**Try it:**
Where does the word "above" occur in the data below? Copy each line that holds it.
-.-.-
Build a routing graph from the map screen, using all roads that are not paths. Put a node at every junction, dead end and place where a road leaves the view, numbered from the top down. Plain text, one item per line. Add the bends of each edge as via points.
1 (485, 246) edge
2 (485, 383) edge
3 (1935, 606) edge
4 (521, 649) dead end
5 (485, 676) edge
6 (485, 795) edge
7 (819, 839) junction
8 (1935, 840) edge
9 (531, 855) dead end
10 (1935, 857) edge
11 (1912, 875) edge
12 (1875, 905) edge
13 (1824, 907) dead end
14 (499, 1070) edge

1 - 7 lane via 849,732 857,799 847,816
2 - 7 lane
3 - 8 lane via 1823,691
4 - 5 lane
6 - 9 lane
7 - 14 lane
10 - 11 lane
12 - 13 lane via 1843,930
-.-.-
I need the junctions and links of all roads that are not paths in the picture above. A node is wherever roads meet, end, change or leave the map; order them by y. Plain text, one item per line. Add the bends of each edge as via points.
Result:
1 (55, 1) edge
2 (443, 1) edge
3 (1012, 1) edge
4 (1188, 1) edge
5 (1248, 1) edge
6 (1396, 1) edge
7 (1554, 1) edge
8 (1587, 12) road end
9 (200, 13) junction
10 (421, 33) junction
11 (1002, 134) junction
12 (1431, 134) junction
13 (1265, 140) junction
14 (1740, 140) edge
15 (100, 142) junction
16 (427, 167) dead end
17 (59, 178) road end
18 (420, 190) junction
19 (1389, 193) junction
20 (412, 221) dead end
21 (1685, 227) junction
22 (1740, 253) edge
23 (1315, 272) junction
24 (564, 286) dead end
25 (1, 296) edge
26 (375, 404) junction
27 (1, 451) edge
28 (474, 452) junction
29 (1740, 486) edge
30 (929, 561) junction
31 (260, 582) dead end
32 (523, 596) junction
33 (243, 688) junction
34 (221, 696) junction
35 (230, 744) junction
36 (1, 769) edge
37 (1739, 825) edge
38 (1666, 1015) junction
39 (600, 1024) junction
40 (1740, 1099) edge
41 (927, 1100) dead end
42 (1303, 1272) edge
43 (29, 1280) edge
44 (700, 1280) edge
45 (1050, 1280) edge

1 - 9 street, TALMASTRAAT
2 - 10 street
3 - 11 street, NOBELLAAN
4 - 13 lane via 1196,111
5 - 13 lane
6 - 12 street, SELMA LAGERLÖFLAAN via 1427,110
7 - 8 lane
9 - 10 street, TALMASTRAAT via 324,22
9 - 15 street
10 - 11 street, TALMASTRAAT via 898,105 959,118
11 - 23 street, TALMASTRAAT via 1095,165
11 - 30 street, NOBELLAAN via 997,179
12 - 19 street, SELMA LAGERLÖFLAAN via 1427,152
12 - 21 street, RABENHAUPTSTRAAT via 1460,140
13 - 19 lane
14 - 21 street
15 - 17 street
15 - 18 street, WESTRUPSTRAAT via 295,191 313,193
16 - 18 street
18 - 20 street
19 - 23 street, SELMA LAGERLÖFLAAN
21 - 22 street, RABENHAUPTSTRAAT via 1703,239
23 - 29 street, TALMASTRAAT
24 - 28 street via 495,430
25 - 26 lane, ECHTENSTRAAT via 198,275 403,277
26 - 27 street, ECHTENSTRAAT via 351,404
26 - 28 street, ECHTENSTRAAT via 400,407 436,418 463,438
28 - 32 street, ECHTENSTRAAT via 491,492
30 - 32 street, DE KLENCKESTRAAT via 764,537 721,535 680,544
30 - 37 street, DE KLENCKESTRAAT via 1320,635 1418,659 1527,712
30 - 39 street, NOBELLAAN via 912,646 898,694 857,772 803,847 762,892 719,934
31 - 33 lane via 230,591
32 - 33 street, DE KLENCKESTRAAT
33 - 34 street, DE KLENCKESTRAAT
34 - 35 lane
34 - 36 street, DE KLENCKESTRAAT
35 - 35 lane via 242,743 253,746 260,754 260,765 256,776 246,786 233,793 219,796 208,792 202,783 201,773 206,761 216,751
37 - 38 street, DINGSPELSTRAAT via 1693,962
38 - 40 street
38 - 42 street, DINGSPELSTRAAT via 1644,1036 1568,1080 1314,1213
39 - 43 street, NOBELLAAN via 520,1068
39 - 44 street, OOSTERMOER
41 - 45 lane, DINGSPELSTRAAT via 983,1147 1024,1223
-.-.-
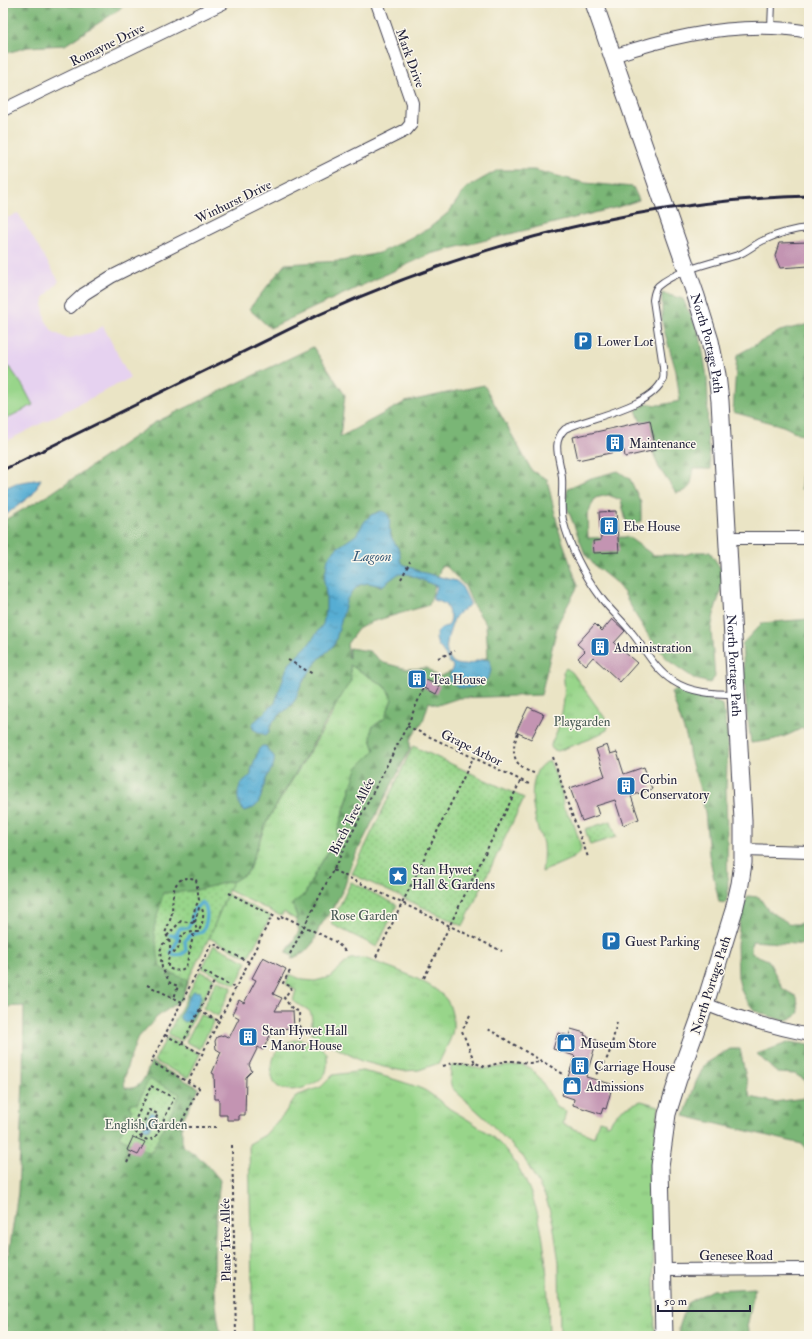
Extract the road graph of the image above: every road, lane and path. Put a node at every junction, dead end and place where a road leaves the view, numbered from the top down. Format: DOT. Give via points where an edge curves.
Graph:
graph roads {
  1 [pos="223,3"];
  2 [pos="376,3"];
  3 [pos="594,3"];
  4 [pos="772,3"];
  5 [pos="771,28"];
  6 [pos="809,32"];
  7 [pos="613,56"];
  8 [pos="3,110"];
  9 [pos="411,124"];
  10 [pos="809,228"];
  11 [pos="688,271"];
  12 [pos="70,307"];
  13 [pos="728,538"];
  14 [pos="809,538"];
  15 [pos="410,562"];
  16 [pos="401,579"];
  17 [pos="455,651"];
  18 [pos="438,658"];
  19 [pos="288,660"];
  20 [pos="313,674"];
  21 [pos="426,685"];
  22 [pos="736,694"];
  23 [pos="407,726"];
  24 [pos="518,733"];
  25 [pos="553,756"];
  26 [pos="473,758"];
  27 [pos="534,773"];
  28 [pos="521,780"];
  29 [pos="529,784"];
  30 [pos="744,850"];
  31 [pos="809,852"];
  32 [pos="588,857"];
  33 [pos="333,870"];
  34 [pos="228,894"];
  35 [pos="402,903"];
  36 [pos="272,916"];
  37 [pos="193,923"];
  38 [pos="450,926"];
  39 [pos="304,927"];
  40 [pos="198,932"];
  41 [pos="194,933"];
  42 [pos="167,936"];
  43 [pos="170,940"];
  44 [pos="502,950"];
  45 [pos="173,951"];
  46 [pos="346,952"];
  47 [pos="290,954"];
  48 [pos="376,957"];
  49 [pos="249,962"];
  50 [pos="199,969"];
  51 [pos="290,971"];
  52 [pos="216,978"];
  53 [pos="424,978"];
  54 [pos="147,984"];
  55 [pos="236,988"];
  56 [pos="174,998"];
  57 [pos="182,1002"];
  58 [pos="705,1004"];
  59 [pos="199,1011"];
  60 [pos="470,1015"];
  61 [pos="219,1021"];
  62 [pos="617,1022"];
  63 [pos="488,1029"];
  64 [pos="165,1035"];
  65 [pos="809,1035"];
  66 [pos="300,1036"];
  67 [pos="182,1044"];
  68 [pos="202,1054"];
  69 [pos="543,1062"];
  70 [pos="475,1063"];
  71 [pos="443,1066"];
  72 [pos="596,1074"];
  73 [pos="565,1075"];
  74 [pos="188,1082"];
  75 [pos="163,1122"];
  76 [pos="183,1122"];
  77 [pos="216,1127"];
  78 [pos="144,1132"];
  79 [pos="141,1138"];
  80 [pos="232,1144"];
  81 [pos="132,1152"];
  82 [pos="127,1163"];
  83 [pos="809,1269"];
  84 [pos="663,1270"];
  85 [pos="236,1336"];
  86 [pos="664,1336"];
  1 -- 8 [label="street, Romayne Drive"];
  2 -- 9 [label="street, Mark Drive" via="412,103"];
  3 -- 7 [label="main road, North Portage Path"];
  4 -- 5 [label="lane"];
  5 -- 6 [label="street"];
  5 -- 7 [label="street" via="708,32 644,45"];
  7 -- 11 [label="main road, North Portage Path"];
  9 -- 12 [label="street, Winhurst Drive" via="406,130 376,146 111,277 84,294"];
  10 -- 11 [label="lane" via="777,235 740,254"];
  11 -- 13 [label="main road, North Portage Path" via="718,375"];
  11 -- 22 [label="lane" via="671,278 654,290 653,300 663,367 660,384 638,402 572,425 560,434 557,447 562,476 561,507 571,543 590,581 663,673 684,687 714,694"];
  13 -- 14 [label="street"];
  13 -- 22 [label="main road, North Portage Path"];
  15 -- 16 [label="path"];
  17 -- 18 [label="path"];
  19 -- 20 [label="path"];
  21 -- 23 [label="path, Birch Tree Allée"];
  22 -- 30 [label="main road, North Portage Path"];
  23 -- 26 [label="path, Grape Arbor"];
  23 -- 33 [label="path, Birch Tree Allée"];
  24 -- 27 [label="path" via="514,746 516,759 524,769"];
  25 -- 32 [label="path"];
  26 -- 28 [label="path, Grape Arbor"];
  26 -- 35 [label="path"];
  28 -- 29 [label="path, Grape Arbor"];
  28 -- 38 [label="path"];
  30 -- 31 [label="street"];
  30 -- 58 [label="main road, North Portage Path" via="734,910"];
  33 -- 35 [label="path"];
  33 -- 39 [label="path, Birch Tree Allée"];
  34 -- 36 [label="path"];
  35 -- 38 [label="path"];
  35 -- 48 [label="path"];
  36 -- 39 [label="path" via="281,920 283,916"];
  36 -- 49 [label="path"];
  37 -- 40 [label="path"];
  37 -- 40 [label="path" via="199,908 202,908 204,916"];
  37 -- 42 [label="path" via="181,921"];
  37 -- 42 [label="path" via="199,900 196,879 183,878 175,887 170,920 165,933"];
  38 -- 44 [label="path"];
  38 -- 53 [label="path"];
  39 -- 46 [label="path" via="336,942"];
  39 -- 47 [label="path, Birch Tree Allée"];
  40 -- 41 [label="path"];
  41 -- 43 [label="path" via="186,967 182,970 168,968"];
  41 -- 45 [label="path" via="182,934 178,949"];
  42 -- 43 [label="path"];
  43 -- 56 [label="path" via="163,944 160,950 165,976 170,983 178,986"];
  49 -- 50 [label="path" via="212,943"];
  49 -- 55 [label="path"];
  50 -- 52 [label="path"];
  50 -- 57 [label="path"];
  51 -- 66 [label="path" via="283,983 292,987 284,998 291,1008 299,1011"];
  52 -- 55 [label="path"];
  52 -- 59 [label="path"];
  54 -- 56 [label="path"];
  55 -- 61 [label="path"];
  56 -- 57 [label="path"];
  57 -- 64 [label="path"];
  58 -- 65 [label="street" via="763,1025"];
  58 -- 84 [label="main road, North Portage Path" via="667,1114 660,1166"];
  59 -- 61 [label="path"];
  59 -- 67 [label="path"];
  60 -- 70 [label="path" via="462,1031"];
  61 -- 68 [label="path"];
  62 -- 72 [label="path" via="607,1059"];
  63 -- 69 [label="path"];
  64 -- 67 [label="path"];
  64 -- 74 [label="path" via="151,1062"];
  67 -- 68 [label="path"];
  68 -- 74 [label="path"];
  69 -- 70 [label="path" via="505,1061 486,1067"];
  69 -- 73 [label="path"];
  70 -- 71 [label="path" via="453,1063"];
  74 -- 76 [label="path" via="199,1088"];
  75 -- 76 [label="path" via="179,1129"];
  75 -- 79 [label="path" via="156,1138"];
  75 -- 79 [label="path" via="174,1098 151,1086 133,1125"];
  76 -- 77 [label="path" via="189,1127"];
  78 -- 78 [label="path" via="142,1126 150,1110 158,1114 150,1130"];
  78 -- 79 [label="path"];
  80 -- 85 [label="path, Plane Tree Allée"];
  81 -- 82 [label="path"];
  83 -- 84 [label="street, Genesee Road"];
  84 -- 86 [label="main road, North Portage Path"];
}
-.-.-
**Your response:**
I need the junctions and links of all roads that are not paths in the picture above. A node is wherever roads meet, end, change or leave the map; order them by y. Plain text, one item per line. Add the bends of each edge as via points.
Extract the road graph of the image above: every road, lane and path. Put a node at every junction, dead end and place where a road leaves the view, numbered from the top down. Format: DOT. Give via points where an edge curves.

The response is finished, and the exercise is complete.